→ The problem
Whenever a line below mentions the word "Σαλαμίνος", that line should be copied.

Stored records:
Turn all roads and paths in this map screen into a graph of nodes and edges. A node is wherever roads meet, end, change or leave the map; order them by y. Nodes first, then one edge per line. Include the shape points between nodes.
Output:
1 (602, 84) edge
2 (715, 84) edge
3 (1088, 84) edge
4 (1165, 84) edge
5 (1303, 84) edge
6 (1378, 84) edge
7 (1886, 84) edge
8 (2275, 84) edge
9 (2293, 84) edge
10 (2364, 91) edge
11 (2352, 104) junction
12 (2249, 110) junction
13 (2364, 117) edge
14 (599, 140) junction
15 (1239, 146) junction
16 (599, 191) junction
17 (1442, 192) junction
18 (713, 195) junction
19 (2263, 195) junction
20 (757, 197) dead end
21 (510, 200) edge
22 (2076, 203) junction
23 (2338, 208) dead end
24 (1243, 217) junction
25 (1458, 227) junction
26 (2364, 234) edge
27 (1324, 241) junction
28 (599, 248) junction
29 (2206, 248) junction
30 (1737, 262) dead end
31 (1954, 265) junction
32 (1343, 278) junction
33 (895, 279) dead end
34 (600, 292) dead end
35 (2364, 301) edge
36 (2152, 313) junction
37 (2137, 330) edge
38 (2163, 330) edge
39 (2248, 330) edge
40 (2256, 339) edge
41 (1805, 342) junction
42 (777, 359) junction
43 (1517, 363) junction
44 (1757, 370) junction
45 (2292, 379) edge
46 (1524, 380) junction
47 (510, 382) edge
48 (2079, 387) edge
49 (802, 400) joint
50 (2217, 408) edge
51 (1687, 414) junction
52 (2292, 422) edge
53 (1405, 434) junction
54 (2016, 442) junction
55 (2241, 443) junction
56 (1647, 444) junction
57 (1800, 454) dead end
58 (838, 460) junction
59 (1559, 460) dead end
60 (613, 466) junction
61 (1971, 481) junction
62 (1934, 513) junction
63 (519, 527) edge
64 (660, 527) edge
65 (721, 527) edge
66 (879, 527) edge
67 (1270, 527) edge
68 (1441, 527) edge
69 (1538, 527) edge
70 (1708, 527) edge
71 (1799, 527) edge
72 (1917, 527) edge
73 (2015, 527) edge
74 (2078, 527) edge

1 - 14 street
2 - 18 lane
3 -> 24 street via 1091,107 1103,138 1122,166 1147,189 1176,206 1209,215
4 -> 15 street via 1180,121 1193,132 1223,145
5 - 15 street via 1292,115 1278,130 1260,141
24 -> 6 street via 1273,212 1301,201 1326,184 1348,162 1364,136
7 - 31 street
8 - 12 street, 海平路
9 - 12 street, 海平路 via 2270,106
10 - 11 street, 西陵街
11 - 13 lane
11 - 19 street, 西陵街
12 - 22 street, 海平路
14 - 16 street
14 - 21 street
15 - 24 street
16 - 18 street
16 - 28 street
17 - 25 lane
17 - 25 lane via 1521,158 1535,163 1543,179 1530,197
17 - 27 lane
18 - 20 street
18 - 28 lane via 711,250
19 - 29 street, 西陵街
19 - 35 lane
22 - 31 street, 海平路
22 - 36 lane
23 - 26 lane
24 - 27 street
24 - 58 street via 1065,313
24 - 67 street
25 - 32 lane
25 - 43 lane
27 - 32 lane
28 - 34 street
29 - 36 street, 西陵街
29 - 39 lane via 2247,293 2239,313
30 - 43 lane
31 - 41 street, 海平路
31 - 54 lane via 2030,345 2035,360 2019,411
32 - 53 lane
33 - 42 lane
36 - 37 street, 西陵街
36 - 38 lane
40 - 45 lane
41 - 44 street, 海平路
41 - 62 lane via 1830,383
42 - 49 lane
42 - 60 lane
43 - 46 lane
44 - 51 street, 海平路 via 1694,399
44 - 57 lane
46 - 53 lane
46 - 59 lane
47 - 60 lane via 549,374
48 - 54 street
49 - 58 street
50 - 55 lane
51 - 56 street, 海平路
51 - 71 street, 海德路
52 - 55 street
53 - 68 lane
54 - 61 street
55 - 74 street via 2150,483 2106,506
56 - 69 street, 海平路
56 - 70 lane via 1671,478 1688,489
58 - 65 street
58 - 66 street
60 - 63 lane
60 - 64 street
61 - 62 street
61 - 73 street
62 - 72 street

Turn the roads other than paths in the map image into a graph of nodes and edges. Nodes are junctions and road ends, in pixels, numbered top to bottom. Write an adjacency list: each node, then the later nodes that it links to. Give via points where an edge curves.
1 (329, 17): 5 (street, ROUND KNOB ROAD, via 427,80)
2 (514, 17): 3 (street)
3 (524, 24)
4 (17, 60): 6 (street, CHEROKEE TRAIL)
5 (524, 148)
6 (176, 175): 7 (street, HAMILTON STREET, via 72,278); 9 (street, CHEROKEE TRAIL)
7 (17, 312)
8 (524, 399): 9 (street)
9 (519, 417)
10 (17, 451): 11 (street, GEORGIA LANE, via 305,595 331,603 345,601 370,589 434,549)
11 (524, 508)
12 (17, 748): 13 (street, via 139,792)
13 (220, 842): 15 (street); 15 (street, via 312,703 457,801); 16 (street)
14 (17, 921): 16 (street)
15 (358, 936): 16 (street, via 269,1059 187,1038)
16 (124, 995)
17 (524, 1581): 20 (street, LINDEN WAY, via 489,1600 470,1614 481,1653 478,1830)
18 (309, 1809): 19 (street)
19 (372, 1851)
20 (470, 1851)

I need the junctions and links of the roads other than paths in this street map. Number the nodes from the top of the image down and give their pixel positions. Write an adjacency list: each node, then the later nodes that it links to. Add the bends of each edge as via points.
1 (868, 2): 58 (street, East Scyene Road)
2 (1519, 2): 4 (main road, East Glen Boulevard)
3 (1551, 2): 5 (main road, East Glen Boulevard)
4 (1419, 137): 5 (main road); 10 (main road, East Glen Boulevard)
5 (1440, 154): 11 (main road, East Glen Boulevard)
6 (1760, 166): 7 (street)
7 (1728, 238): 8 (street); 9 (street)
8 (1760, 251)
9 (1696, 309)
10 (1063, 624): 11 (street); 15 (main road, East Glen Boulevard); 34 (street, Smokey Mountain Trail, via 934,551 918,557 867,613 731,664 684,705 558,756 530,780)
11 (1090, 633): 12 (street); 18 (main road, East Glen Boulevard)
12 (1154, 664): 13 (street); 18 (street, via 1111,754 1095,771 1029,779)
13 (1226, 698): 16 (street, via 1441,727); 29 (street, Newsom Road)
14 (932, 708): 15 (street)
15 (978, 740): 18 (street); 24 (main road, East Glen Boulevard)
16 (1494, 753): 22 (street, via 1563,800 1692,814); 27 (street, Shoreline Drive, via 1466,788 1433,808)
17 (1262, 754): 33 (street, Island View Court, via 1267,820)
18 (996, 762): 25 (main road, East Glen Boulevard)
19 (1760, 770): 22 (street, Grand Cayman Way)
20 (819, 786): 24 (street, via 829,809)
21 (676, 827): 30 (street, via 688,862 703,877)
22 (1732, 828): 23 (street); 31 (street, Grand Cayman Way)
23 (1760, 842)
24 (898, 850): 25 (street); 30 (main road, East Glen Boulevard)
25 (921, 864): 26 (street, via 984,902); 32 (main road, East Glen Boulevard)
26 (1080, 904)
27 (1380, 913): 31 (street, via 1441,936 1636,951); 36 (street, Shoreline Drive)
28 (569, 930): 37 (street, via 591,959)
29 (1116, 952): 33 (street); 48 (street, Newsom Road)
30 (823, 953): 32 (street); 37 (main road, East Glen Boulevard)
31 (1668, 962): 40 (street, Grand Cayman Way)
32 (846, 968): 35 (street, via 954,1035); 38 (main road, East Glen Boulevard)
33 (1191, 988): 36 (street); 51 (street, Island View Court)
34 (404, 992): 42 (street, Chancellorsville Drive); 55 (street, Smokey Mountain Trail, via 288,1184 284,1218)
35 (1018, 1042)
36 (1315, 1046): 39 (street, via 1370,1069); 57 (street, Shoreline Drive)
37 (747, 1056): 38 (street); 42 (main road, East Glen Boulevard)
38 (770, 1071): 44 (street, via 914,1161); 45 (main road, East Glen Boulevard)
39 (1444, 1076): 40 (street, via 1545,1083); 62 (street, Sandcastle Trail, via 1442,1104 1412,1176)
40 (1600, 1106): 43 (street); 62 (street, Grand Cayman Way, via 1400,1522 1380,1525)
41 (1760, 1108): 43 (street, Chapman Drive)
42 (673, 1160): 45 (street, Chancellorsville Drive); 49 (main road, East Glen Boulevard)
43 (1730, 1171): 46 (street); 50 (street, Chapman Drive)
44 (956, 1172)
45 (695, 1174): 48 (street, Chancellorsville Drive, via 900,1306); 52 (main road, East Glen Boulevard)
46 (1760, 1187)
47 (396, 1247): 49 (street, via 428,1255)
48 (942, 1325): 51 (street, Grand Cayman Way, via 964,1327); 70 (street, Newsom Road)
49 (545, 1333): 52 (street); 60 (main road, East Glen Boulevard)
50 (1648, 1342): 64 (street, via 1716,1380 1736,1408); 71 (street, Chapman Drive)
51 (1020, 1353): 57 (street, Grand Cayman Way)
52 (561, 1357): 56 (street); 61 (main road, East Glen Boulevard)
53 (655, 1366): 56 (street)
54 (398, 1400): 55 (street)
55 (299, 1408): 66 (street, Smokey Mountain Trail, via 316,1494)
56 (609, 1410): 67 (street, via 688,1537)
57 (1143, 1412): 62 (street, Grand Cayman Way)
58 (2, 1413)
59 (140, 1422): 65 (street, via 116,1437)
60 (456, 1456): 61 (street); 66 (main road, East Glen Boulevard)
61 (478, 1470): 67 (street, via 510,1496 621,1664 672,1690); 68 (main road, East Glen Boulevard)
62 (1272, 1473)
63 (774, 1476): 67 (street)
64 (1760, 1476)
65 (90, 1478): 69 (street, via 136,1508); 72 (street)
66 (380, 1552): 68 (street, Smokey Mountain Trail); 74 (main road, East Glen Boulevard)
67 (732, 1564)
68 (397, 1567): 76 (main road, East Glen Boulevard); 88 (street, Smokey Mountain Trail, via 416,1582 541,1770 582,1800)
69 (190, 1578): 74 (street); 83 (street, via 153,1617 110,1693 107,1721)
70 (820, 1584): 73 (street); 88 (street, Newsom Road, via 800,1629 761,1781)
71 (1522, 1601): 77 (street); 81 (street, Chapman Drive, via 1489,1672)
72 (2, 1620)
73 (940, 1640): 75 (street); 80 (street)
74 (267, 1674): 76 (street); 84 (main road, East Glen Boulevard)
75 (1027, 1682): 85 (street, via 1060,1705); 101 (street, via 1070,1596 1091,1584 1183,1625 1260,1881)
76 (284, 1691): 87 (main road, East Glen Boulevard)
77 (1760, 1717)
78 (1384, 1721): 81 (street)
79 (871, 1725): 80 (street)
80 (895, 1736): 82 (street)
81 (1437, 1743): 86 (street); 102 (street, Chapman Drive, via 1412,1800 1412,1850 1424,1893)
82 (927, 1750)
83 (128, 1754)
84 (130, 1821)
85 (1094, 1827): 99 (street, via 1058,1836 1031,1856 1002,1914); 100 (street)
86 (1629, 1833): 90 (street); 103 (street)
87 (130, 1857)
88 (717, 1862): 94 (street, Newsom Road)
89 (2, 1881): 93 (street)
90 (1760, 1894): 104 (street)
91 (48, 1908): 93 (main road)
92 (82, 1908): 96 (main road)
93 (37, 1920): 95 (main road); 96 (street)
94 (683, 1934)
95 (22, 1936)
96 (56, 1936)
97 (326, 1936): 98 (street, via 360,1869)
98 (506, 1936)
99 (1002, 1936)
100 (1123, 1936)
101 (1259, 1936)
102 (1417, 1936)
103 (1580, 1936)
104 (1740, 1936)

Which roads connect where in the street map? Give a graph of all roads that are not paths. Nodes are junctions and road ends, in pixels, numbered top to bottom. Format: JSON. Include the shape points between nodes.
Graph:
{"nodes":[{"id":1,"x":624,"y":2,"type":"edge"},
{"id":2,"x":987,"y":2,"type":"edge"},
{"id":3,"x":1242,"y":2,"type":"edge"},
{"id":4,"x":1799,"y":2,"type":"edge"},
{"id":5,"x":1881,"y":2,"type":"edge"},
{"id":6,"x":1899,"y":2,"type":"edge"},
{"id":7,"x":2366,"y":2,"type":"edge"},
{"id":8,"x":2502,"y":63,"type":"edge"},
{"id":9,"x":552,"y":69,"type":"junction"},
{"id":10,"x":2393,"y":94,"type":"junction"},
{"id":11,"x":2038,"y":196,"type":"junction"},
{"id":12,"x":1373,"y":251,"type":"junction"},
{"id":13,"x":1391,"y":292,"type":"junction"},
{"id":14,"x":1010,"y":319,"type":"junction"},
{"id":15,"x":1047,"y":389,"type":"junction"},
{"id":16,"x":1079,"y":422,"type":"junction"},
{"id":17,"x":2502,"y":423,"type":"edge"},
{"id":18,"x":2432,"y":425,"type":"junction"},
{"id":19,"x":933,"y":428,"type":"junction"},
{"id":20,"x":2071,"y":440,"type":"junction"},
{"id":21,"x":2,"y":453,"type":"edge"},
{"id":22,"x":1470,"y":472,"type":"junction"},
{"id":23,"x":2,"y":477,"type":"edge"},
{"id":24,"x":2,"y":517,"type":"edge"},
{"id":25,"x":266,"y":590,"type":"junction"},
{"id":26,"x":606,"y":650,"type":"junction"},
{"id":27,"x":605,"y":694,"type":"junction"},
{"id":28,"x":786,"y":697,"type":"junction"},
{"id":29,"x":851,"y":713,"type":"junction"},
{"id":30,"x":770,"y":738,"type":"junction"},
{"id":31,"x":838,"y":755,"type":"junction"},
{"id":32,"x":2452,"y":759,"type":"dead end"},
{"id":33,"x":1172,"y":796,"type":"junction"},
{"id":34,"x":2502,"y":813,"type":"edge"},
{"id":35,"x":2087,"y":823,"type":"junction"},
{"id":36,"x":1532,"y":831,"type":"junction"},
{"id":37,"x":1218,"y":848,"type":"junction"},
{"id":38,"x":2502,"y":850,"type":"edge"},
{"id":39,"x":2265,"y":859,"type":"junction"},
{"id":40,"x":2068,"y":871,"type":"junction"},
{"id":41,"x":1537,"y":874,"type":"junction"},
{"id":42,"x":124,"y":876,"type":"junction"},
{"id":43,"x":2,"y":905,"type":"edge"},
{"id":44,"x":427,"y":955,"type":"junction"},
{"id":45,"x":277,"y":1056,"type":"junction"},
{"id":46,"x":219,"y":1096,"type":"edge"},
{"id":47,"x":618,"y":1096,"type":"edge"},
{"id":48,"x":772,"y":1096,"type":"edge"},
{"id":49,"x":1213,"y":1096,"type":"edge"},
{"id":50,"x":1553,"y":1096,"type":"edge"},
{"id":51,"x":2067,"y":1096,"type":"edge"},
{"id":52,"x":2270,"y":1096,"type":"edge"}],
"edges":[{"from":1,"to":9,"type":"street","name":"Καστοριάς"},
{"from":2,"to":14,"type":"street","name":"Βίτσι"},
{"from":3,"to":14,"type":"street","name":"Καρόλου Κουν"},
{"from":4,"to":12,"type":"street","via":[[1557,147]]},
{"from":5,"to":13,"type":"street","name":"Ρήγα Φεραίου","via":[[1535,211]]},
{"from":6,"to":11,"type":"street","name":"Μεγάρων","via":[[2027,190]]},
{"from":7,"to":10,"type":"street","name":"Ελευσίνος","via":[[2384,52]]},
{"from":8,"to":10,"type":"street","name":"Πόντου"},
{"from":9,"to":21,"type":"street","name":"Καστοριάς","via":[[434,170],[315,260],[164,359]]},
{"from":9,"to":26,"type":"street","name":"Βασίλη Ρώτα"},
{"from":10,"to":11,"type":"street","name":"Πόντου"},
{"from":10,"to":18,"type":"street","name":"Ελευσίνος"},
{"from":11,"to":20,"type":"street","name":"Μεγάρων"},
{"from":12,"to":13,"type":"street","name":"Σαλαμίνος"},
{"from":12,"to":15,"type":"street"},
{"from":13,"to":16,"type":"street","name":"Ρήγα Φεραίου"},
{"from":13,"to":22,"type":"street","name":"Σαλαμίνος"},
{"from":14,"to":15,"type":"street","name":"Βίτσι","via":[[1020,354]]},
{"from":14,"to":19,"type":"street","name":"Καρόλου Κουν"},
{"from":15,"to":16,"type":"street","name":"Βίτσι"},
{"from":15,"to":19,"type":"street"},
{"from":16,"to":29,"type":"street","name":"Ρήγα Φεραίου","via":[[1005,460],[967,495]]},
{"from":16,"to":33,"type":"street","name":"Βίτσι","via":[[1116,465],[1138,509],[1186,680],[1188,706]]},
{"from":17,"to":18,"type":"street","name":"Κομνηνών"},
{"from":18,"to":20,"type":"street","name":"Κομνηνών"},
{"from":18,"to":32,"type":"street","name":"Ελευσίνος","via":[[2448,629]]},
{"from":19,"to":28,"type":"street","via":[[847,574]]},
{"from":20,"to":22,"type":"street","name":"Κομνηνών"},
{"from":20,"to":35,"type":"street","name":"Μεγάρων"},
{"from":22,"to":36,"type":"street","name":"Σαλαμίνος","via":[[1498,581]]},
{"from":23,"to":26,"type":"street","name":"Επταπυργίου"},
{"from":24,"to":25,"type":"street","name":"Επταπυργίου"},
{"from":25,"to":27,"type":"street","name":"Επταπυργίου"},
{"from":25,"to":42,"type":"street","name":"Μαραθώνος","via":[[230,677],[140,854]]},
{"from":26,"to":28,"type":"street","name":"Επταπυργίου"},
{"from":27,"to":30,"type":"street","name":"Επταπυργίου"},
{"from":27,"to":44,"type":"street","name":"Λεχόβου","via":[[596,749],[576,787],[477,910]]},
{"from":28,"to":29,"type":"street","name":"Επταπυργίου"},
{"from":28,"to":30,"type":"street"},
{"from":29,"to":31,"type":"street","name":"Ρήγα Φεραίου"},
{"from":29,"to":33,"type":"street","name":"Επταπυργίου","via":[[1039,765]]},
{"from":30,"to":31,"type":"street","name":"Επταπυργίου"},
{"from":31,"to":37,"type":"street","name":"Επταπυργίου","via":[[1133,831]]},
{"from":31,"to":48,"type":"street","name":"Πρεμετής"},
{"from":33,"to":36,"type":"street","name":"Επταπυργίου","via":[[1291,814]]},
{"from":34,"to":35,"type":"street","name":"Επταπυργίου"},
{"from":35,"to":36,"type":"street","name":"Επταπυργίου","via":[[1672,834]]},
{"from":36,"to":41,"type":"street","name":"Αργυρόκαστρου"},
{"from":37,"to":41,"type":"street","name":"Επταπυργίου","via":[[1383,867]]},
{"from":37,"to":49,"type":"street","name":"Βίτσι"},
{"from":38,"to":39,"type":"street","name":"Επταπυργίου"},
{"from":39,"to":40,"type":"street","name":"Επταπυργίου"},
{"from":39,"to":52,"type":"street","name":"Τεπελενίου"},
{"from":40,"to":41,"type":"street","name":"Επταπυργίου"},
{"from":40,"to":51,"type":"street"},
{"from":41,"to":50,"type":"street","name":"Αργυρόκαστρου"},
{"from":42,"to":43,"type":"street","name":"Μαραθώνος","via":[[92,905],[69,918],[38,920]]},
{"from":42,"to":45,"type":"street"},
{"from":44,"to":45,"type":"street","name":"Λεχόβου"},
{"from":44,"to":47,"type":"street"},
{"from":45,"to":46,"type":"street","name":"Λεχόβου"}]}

→ Response
{"from":12,"to":13,"type":"street","name":"Σαλαμίνος"},
{"from":13,"to":22,"type":"street","name":"Σαλαμίνος"},
{"from":22,"to":36,"type":"street","name":"Σαλαμίνος","via":[[1498,581]]},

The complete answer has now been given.